No, this is still your same friendly neighborhood editor — I haven’t been hacked, and this isn’t a guest blogger. (Though I might have guest bloggers in the future.) No, the point I want to make today is that I don’t call myself “the Novel Ninja.” I am, at most, a novel ninja.

When I first started editing, I found a funny little image that I’ve often used as a profile picture on social networking sites. I’ve never liked the phrase “grammar Nazi” for multiple reasons, not the least of which is that the title “Nazi” has been diluted and yet is still an extreme pejorative. Calling myself a “grammar ninja” seemed a good and humorous compromise. It particularly fit my concept of what an editor is supposed to be: which is, as far as an individual book is concerned, invisible.

When I edit something, I don’t try to place my mark on it.

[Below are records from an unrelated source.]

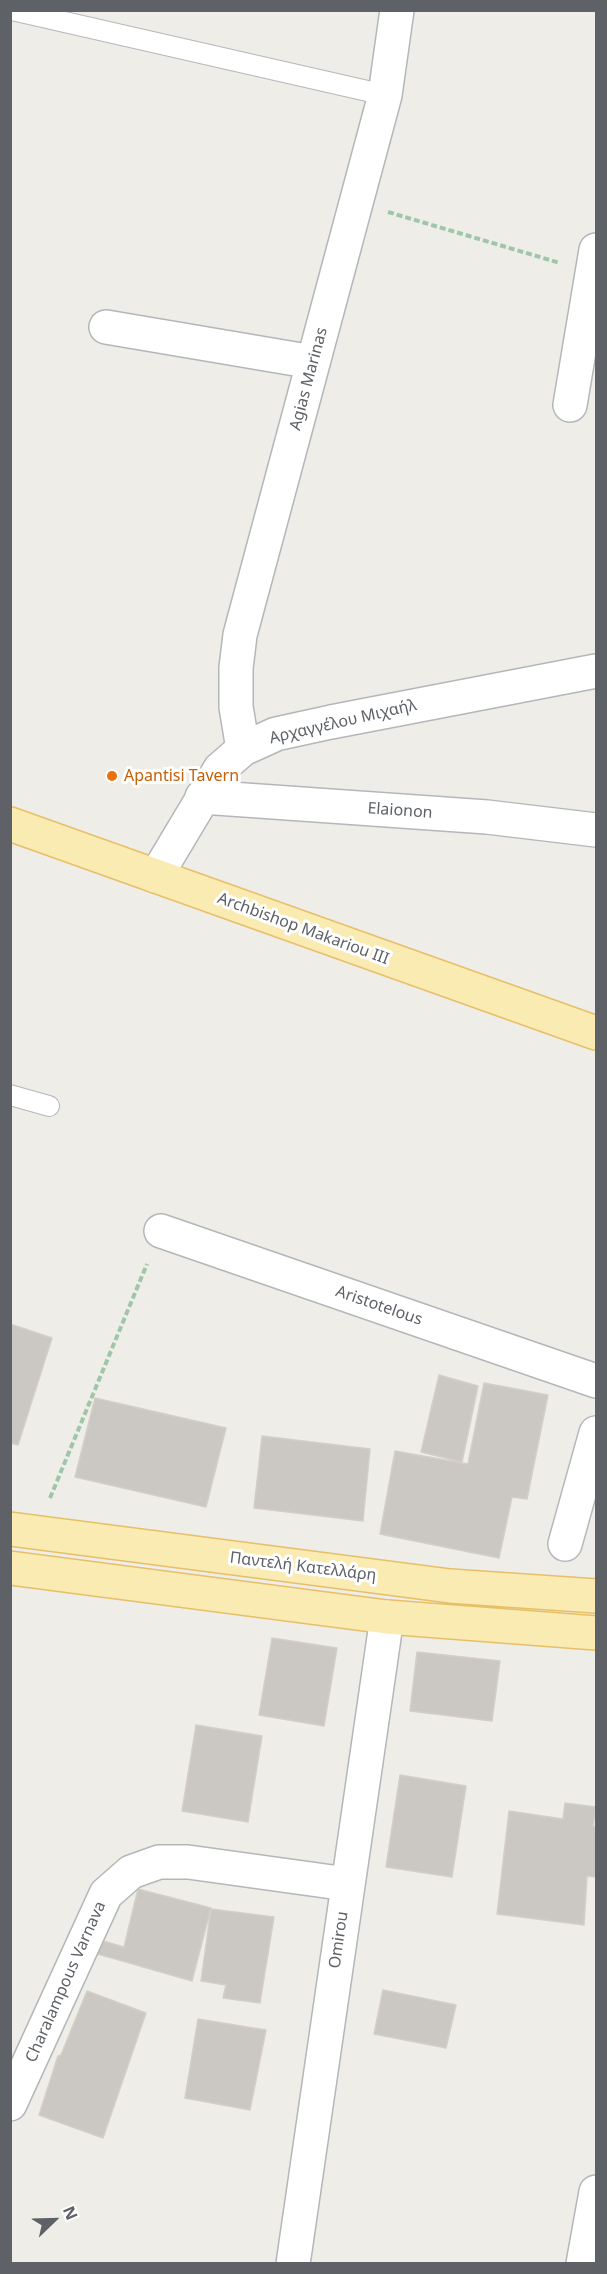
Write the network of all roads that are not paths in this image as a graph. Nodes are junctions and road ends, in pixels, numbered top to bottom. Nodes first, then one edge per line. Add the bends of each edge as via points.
1 (12, 10) edge
2 (397, 10) edge
3 (385, 95) junction
4 (595, 262) edge
5 (106, 327) dead end
6 (313, 362) junction
7 (570, 405) dead end
8 (597, 672) edge
9 (243, 749) junction
10 (202, 796) junction
11 (10, 824) edge
12 (597, 830) edge
13 (156, 876) junction
14 (597, 1033) edge
15 (10, 1095) edge
16 (49, 1106) dead end
17 (161, 1231) road end
18 (597, 1381) edge
19 (597, 1433) edge
20 (23, 1531) edge
21 (565, 1544) dead end
22 (10, 1568) edge
23 (597, 1596) edge
24 (387, 1617) junction
25 (597, 1634) edge
26 (347, 1884) junction
27 (10, 2104) edge
28 (597, 2192) edge
29 (293, 2264) edge
30 (584, 2264) edge

1 - 3 lane
2 - 3 street, Agias Marinas
3 - 6 street, Agias Marinas
4 - 7 street
5 - 6 street
6 - 9 street, Agias Marinas via 240,635 236,707
8 - 9 street, Αρχαγγέλου Μιχαήλ via 331,722 276,734
9 - 10 street, Αρχαγγέλου Μιχαήλ via 220,769
10 - 12 street, Elaionon via 487,817
10 - 13 street, Αρχαγγέλου Μιχαήλ
11 - 13 main road, Archbishop Makariou III
13 - 14 main road, Archbishop Makariou III
15 - 16 lane
17 - 18 street, Aristotelous
19 - 21 street
20 - 23 main road, Παντελή Κατελλάρη via 450,1586
22 - 24 main road
24 - 25 main road
24 - 26 street, Omirou
26 - 27 street, Charalampous Varnava via 188,1862 159,1862 131,1872 106,1894
26 - 29 street, Omirou
28 - 30 street

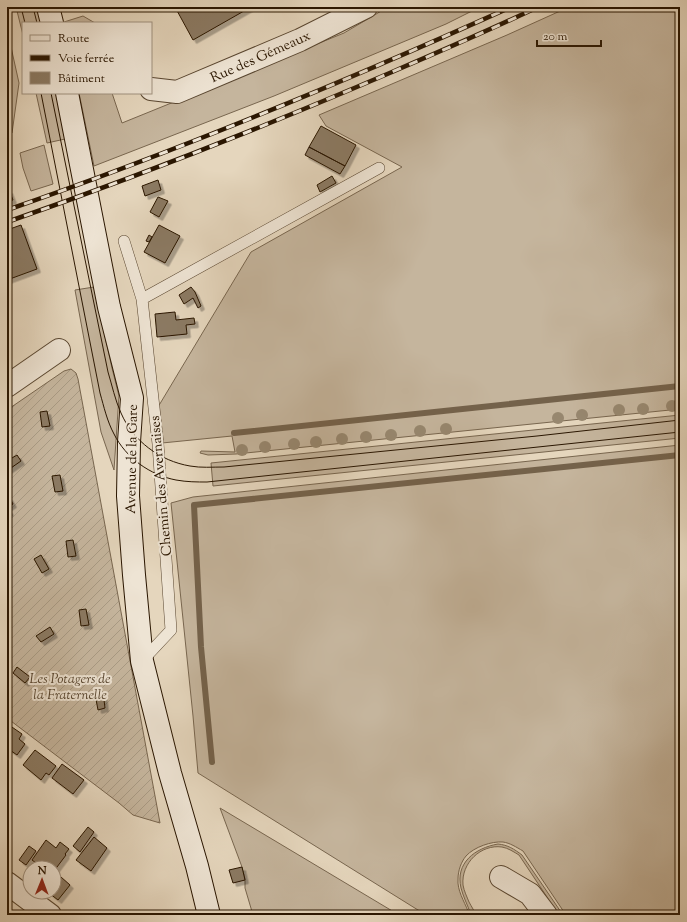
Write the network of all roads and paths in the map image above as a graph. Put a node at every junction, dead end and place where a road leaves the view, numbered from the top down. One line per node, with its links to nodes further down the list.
1 (48, 7): 3 (main road)
2 (366, 7): 4 (main road, Rue des Gémeaux)
3 (52, 22)
4 (152, 89)
5 (67, 94): 11 (main road, Avenue de la Gare)
6 (379, 168): 8 (lane)
7 (124, 241): 8 (lane, Chemin des Avernaises)
8 (142, 299): 11 (lane, Chemin des Avernaises)
9 (59, 350): 10 (main road)
10 (7, 386)
11 (142, 661): 15 (main road, Avenue de la Gare)
12 (501, 876): 16 (main road)
13 (7, 883): 14 (main road)
14 (50, 915)
15 (209, 915)
16 (546, 915)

My job is to make you, the author, shine. I make your dream as wonderful as I can make it, and then I disappear — in a puff of smoke, if necessary, but hopefully without any flash. This philosophy has been a large part of why I took so long to set up a blog on the subject of writing, despite many requests from multiple quarters. In fact, the thing that made me finally do it was the realization that I was repeating myself in emails so much that I had a constant sense of deja vu.

So when it came to start my blog, I took the term I’d already been using as a joke, “novel ninja,” and decided to make it into a bit of a brand. It is not, however, a brand for me alone. It’s on my business cards, but I’m not the only novel ninja out there, no matter what they might call themselves — and I wouldn’t have it any other way.